Exercise description → All that is wanted is an exact copy of the line containing "Road topology of" and the lines after it, through the end of the records.

Stored dataset items
________________________________________
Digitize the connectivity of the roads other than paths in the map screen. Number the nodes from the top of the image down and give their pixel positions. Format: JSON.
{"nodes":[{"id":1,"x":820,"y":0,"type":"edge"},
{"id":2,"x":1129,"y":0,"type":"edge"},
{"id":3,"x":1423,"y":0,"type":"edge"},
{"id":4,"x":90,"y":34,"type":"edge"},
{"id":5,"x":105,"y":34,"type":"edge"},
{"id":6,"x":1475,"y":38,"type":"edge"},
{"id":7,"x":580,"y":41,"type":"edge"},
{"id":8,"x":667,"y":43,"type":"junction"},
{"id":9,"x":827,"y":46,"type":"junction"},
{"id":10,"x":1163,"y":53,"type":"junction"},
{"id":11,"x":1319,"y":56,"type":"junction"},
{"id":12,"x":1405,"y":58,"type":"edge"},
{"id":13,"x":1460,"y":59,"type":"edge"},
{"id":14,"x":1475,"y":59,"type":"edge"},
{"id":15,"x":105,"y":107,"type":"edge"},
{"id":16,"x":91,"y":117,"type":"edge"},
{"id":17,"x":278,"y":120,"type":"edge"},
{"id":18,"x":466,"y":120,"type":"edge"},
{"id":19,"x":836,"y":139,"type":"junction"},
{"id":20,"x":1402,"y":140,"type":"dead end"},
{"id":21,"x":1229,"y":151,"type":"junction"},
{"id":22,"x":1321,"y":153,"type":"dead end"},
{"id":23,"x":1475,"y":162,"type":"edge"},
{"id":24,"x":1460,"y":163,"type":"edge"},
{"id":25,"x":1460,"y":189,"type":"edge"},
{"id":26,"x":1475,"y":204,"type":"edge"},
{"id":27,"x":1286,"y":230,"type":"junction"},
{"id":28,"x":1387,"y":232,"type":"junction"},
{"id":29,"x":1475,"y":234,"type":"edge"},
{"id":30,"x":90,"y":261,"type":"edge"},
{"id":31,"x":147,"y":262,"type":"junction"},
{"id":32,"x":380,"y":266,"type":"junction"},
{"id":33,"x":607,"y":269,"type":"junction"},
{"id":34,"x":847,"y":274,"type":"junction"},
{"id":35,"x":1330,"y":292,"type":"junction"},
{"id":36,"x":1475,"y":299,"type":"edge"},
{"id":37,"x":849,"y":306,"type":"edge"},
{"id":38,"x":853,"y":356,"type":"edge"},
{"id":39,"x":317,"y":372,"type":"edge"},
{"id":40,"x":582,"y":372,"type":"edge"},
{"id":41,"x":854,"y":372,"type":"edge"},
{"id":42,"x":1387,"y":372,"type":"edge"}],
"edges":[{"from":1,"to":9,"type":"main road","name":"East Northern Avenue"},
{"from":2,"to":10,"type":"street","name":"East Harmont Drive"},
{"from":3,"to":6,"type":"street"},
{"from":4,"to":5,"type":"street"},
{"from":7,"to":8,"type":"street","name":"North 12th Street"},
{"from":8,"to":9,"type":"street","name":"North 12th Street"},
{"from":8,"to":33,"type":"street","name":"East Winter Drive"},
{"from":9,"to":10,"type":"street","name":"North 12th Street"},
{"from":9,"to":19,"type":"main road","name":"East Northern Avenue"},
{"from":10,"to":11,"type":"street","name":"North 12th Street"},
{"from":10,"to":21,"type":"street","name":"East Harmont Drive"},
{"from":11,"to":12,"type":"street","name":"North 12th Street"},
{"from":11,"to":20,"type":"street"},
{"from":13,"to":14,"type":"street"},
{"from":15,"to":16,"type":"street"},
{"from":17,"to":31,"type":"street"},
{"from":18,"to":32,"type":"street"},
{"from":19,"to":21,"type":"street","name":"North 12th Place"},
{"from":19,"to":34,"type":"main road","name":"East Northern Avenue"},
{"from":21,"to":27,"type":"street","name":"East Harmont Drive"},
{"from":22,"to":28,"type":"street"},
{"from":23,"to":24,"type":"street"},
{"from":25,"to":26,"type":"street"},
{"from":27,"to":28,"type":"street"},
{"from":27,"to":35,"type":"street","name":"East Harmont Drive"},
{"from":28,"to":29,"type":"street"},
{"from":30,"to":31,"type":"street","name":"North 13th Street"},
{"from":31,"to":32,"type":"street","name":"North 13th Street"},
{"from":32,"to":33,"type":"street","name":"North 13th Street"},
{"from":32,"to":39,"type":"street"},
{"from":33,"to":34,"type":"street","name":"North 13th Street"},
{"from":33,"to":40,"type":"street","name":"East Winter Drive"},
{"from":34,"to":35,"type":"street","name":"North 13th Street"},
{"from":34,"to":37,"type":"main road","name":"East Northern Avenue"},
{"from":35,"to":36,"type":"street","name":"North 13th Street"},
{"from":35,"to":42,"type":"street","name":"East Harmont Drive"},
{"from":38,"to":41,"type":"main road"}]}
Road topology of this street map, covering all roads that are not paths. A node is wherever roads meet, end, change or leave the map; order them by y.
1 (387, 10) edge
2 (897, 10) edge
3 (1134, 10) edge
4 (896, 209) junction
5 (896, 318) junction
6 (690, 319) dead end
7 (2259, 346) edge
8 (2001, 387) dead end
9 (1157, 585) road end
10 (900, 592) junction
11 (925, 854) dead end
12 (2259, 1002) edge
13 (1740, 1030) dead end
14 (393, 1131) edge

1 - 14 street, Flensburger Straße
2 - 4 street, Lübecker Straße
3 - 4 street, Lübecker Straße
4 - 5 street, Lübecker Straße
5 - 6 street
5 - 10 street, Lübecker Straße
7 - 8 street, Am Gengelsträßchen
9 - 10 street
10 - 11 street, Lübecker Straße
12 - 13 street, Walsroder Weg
________________________________________
Expected answer →
Road topology of this street map, covering all roads that are not paths. A node is wherever roads meet, end, change or leave the map; order them by y.
1 (387, 10) edge
2 (897, 10) edge
3 (1134, 10) edge
4 (896, 209) junction
5 (896, 318) junction
6 (690, 319) dead end
7 (2259, 346) edge
8 (2001, 387) dead end
9 (1157, 585) road end
10 (900, 592) junction
11 (925, 854) dead end
12 (2259, 1002) edge
13 (1740, 1030) dead end
14 (393, 1131) edge

1 - 14 street, Flensburger Straße
2 - 4 street, Lübecker Straße
3 - 4 street, Lübecker Straße
4 - 5 street, Lübecker Straße
5 - 6 street
5 - 10 street, Lübecker Straße
7 - 8 street, Am Gengelsträßchen
9 - 10 street
10 - 11 street, Lübecker Straße
12 - 13 street, Walsroder Weg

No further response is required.